* [Supplied information]
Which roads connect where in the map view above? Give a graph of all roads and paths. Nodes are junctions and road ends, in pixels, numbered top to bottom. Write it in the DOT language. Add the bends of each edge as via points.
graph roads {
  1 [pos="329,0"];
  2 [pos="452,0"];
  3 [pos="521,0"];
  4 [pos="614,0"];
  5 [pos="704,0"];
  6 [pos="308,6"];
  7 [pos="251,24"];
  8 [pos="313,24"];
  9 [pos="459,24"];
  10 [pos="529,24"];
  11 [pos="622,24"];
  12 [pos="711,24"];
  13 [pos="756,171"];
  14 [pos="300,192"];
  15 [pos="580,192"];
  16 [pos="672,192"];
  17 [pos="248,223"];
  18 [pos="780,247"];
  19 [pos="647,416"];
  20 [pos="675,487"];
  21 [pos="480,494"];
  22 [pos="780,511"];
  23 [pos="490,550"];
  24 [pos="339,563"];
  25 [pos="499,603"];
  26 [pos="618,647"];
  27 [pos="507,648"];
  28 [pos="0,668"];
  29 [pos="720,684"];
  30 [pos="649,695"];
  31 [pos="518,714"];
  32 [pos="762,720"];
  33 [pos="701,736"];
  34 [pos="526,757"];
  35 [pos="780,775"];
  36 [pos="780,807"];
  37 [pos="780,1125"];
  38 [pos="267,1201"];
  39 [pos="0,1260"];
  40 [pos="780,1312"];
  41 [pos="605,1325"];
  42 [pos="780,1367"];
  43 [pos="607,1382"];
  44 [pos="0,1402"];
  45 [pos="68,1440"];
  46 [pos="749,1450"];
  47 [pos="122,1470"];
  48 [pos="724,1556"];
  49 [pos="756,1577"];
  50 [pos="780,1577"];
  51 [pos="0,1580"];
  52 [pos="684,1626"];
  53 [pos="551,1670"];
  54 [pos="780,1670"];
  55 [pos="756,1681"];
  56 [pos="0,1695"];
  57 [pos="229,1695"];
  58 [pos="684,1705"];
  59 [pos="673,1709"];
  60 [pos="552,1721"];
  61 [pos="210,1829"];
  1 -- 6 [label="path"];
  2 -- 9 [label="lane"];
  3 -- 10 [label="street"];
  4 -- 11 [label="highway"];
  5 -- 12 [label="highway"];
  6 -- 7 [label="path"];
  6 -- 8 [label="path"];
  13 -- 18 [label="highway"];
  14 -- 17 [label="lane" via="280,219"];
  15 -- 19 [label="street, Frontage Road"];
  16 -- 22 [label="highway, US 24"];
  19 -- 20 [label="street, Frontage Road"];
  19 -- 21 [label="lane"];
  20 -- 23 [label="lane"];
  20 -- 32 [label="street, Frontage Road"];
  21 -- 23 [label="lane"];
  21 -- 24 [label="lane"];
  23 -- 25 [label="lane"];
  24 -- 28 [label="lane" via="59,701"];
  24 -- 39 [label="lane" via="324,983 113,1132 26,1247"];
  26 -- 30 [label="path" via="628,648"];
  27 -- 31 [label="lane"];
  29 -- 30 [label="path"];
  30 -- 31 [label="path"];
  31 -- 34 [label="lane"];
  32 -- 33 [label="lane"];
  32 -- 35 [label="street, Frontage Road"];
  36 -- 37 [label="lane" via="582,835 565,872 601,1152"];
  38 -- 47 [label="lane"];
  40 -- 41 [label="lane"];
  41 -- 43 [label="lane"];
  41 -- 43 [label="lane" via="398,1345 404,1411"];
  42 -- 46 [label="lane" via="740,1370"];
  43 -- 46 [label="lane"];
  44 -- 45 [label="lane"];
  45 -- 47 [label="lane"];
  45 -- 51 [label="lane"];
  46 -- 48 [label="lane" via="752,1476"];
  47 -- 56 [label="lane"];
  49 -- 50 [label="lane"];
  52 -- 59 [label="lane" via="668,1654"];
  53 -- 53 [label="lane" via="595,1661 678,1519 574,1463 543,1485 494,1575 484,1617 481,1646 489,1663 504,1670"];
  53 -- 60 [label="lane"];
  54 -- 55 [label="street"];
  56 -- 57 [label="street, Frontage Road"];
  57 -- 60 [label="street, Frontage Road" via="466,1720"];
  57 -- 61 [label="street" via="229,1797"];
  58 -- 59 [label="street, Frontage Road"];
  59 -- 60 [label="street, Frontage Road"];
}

* [Your goal] Your task is to repeat each line of the material exactly.

* [Result below]
Which roads connect where in the map view above? Give a graph of all roads and paths. Nodes are junctions and road ends, in pixels, numbered top to bottom. Write it in the DOT language. Add the bends of each edge as via points.
graph roads {
  1 [pos="329,0"];
  2 [pos="452,0"];
  3 [pos="521,0"];
  4 [pos="614,0"];
  5 [pos="704,0"];
  6 [pos="308,6"];
  7 [pos="251,24"];
  8 [pos="313,24"];
  9 [pos="459,24"];
  10 [pos="529,24"];
  11 [pos="622,24"];
  12 [pos="711,24"];
  13 [pos="756,171"];
  14 [pos="300,192"];
  15 [pos="580,192"];
  16 [pos="672,192"];
  17 [pos="248,223"];
  18 [pos="780,247"];
  19 [pos="647,416"];
  20 [pos="675,487"];
  21 [pos="480,494"];
  22 [pos="780,511"];
  23 [pos="490,550"];
  24 [pos="339,563"];
  25 [pos="499,603"];
  26 [pos="618,647"];
  27 [pos="507,648"];
  28 [pos="0,668"];
  29 [pos="720,684"];
  30 [pos="649,695"];
  31 [pos="518,714"];
  32 [pos="762,720"];
  33 [pos="701,736"];
  34 [pos="526,757"];
  35 [pos="780,775"];
  36 [pos="780,807"];
  37 [pos="780,1125"];
  38 [pos="267,1201"];
  39 [pos="0,1260"];
  40 [pos="780,1312"];
  41 [pos="605,1325"];
  42 [pos="780,1367"];
  43 [pos="607,1382"];
  44 [pos="0,1402"];
  45 [pos="68,1440"];
  46 [pos="749,1450"];
  47 [pos="122,1470"];
  48 [pos="724,1556"];
  49 [pos="756,1577"];
  50 [pos="780,1577"];
  51 [pos="0,1580"];
  52 [pos="684,1626"];
  53 [pos="551,1670"];
  54 [pos="780,1670"];
  55 [pos="756,1681"];
  56 [pos="0,1695"];
  57 [pos="229,1695"];
  58 [pos="684,1705"];
  59 [pos="673,1709"];
  60 [pos="552,1721"];
  61 [pos="210,1829"];
  1 -- 6 [label="path"];
  2 -- 9 [label="lane"];
  3 -- 10 [label="street"];
  4 -- 11 [label="highway"];
  5 -- 12 [label="highway"];
  6 -- 7 [label="path"];
  6 -- 8 [label="path"];
  13 -- 18 [label="highway"];
  14 -- 17 [label="lane" via="280,219"];
  15 -- 19 [label="street, Frontage Road"];
  16 -- 22 [label="highway, US 24"];
  19 -- 20 [label="street, Frontage Road"];
  19 -- 21 [label="lane"];
  20 -- 23 [label="lane"];
  20 -- 32 [label="street, Frontage Road"];
  21 -- 23 [label="lane"];
  21 -- 24 [label="lane"];
  23 -- 25 [label="lane"];
  24 -- 28 [label="lane" via="59,701"];
  24 -- 39 [label="lane" via="324,983 113,1132 26,1247"];
  26 -- 30 [label="path" via="628,648"];
  27 -- 31 [label="lane"];
  29 -- 30 [label="path"];
  30 -- 31 [label="path"];
  31 -- 34 [label="lane"];
  32 -- 33 [label="lane"];
  32 -- 35 [label="street, Frontage Road"];
  36 -- 37 [label="lane" via="582,835 565,872 601,1152"];
  38 -- 47 [label="lane"];
  40 -- 41 [label="lane"];
  41 -- 43 [label="lane"];
  41 -- 43 [label="lane" via="398,1345 404,1411"];
  42 -- 46 [label="lane" via="740,1370"];
  43 -- 46 [label="lane"];
  44 -- 45 [label="lane"];
  45 -- 47 [label="lane"];
  45 -- 51 [label="lane"];
  46 -- 48 [label="lane" via="752,1476"];
  47 -- 56 [label="lane"];
  49 -- 50 [label="lane"];
  52 -- 59 [label="lane" via="668,1654"];
  53 -- 53 [label="lane" via="595,1661 678,1519 574,1463 543,1485 494,1575 484,1617 481,1646 489,1663 504,1670"];
  53 -- 60 [label="lane"];
  54 -- 55 [label="street"];
  56 -- 57 [label="street, Frontage Road"];
  57 -- 60 [label="street, Frontage Road" via="466,1720"];
  57 -- 61 [label="street" via="229,1797"];
  58 -- 59 [label="street, Frontage Road"];
  59 -- 60 [label="street, Frontage Road"];
}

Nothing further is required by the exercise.